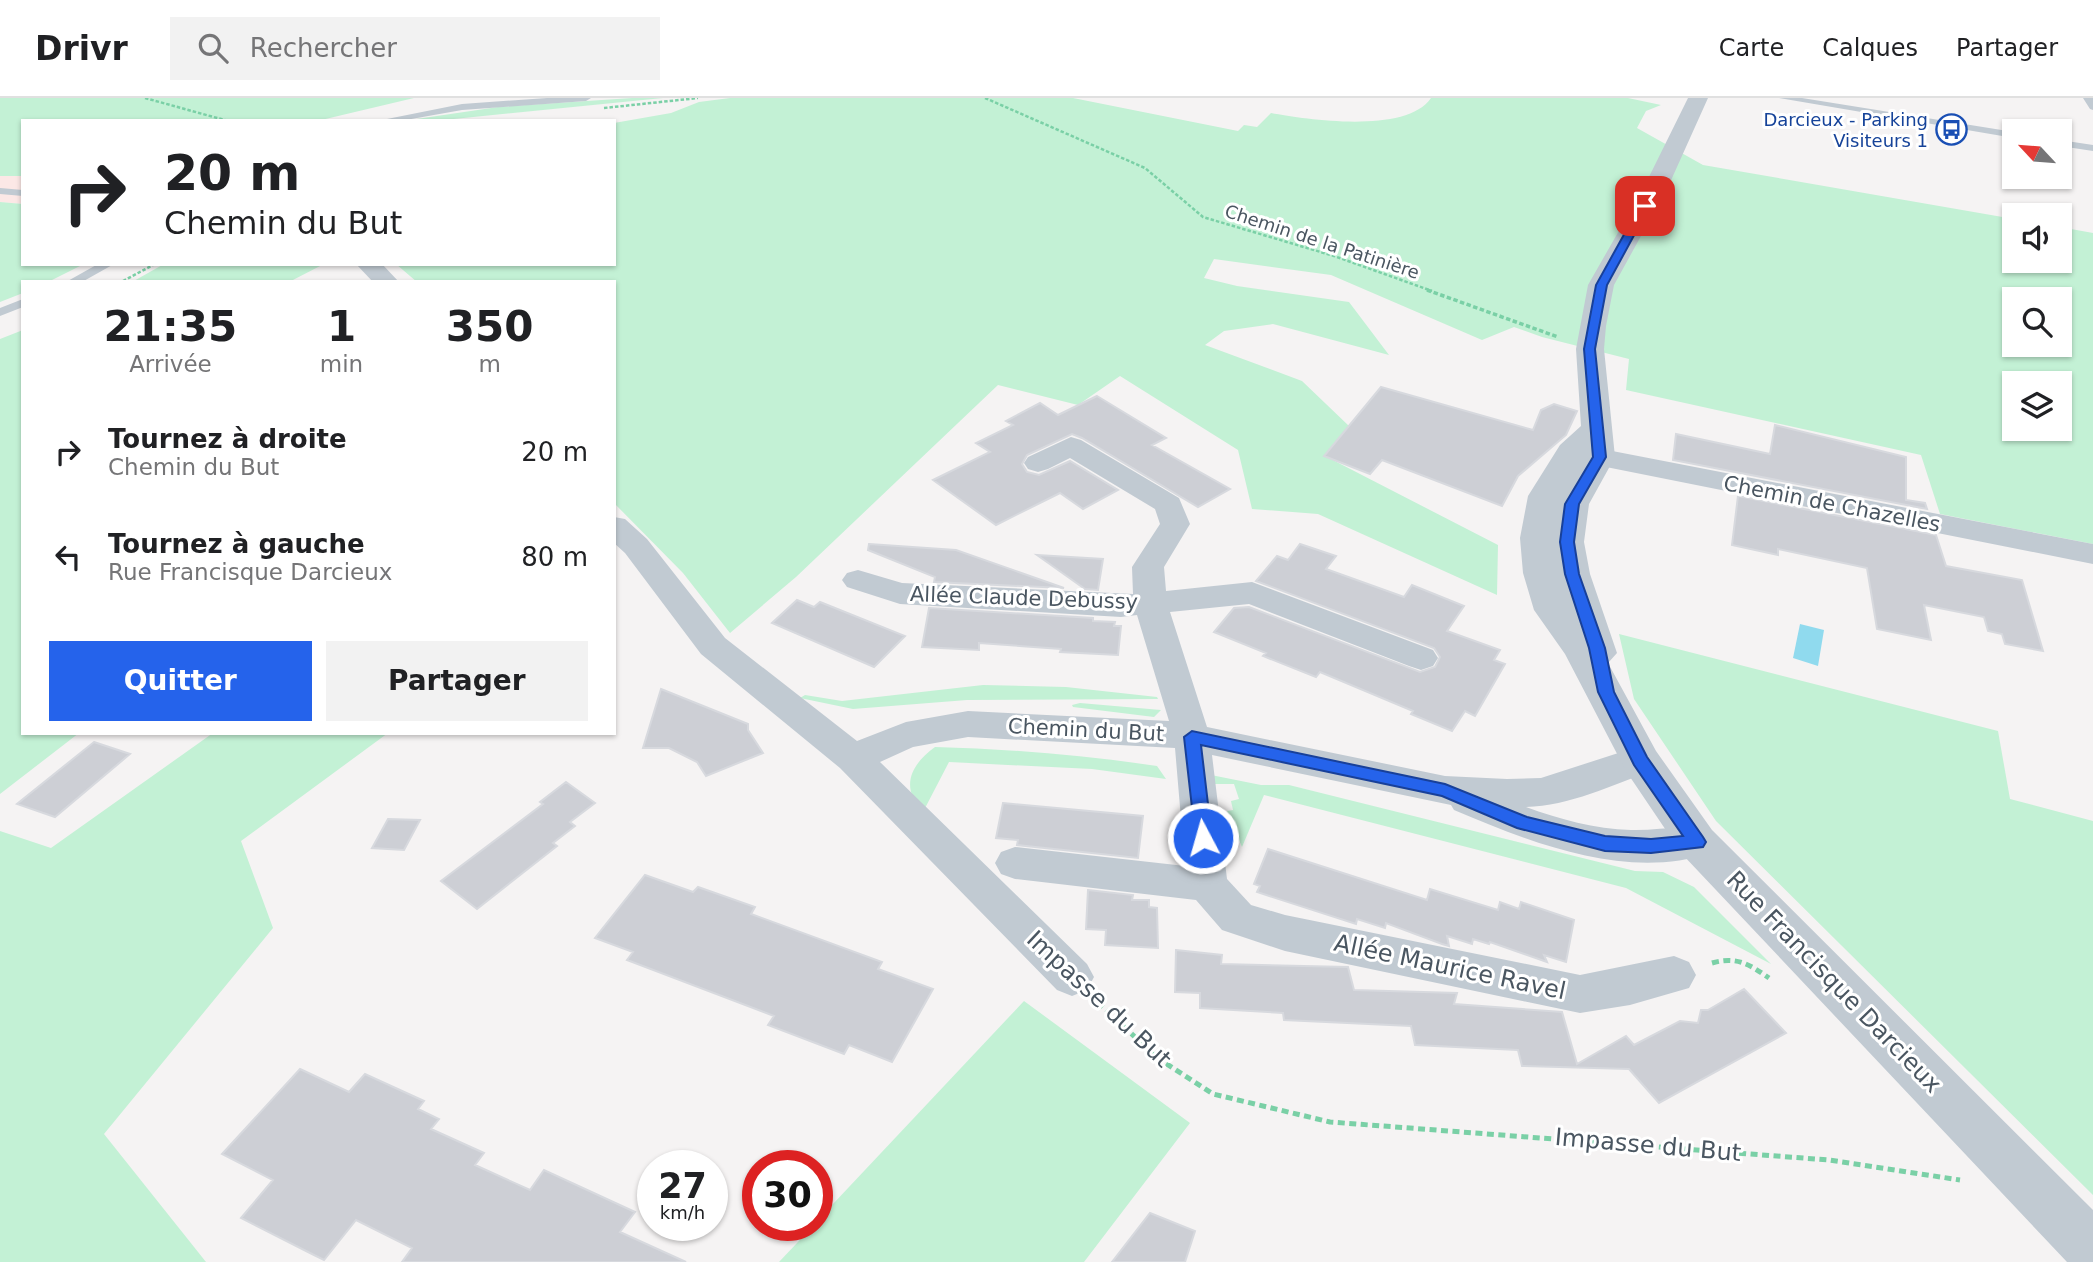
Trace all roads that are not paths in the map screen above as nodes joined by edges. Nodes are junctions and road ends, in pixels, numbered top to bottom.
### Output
1 (586, 98) edge
2 (1698, 98) edge
3 (1784, 98) edge
4 (2088, 98) edge
5 (2093, 107) edge
6 (393, 119) edge
7 (2002, 133) edge
8 (2072, 144) edge
9 (2093, 148) edge
10 (0, 191) edge
11 (21, 193) edge
12 (104, 266) edge
13 (370, 266) edge
14 (76, 280) edge
15 (385, 280) edge
16 (21, 304) edge
17 (0, 312) edge
18 (1589, 446) junction
19 (1038, 463) dead end
20 (616, 528) edge
21 (2093, 554) edge
22 (858, 580) dead end
23 (1150, 602) junction
24 (1422, 658) dead end
25 (1192, 737) junction
26 (853, 758) junction
27 (1640, 760) junction
28 (1445, 790) junction
29 (1697, 842) junction
30 (1015, 863) dead end
31 (1207, 885) junction
32 (1674, 975) road end
33 (1072, 977) road end
34 (2093, 1249) edge

1 - 6 lane
2 - 18 street
3 - 7 lane
4 - 5 lane
8 - 9 lane
10 - 11 lane
12 - 14 lane
13 - 15 street
16 - 17 lane
18 - 21 street, Chemin de Chazelles
18 - 27 street, Rue Francisque Darcieux
19 - 23 street, Allée Claude Debussy
20 - 26 street, Impasse du But
22 - 23 street, Allée Claude Debussy
23 - 24 street, Allée Claude Debussy
23 - 25 street, Allée Claude Debussy
25 - 26 street, Chemin du But
25 - 28 street, Chemin du But
25 - 31 street
26 - 33 street, Impasse du But
27 - 28 street, Chemin du But
27 - 29 street, Rue Francisque Darcieux
28 - 29 street, Chemin du But
29 - 34 street, Rue Francisque Darcieux
30 - 31 street
31 - 32 street, Allée Maurice Ravel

**TO DO**
Restate all entries above exactly, but not the images.

**ANSWER FOR THE TASK**
Trace all roads that are not paths in the map screen above as nodes joined by edges. Nodes are junctions and road ends, in pixels, numbered top to bottom.
### Output
1 (586, 98) edge
2 (1698, 98) edge
3 (1784, 98) edge
4 (2088, 98) edge
5 (2093, 107) edge
6 (393, 119) edge
7 (2002, 133) edge
8 (2072, 144) edge
9 (2093, 148) edge
10 (0, 191) edge
11 (21, 193) edge
12 (104, 266) edge
13 (370, 266) edge
14 (76, 280) edge
15 (385, 280) edge
16 (21, 304) edge
17 (0, 312) edge
18 (1589, 446) junction
19 (1038, 463) dead end
20 (616, 528) edge
21 (2093, 554) edge
22 (858, 580) dead end
23 (1150, 602) junction
24 (1422, 658) dead end
25 (1192, 737) junction
26 (853, 758) junction
27 (1640, 760) junction
28 (1445, 790) junction
29 (1697, 842) junction
30 (1015, 863) dead end
31 (1207, 885) junction
32 (1674, 975) road end
33 (1072, 977) road end
34 (2093, 1249) edge

1 - 6 lane
2 - 18 street
3 - 7 lane
4 - 5 lane
8 - 9 lane
10 - 11 lane
12 - 14 lane
13 - 15 street
16 - 17 lane
18 - 21 street, Chemin de Chazelles
18 - 27 street, Rue Francisque Darcieux
19 - 23 street, Allée Claude Debussy
20 - 26 street, Impasse du But
22 - 23 street, Allée Claude Debussy
23 - 24 street, Allée Claude Debussy
23 - 25 street, Allée Claude Debussy
25 - 26 street, Chemin du But
25 - 28 street, Chemin du But
25 - 31 street
26 - 33 street, Impasse du But
27 - 28 street, Chemin du But
27 - 29 street, Rue Francisque Darcieux
28 - 29 street, Chemin du But
29 - 34 street, Rue Francisque Darcieux
30 - 31 street
31 - 32 street, Allée Maurice Ravel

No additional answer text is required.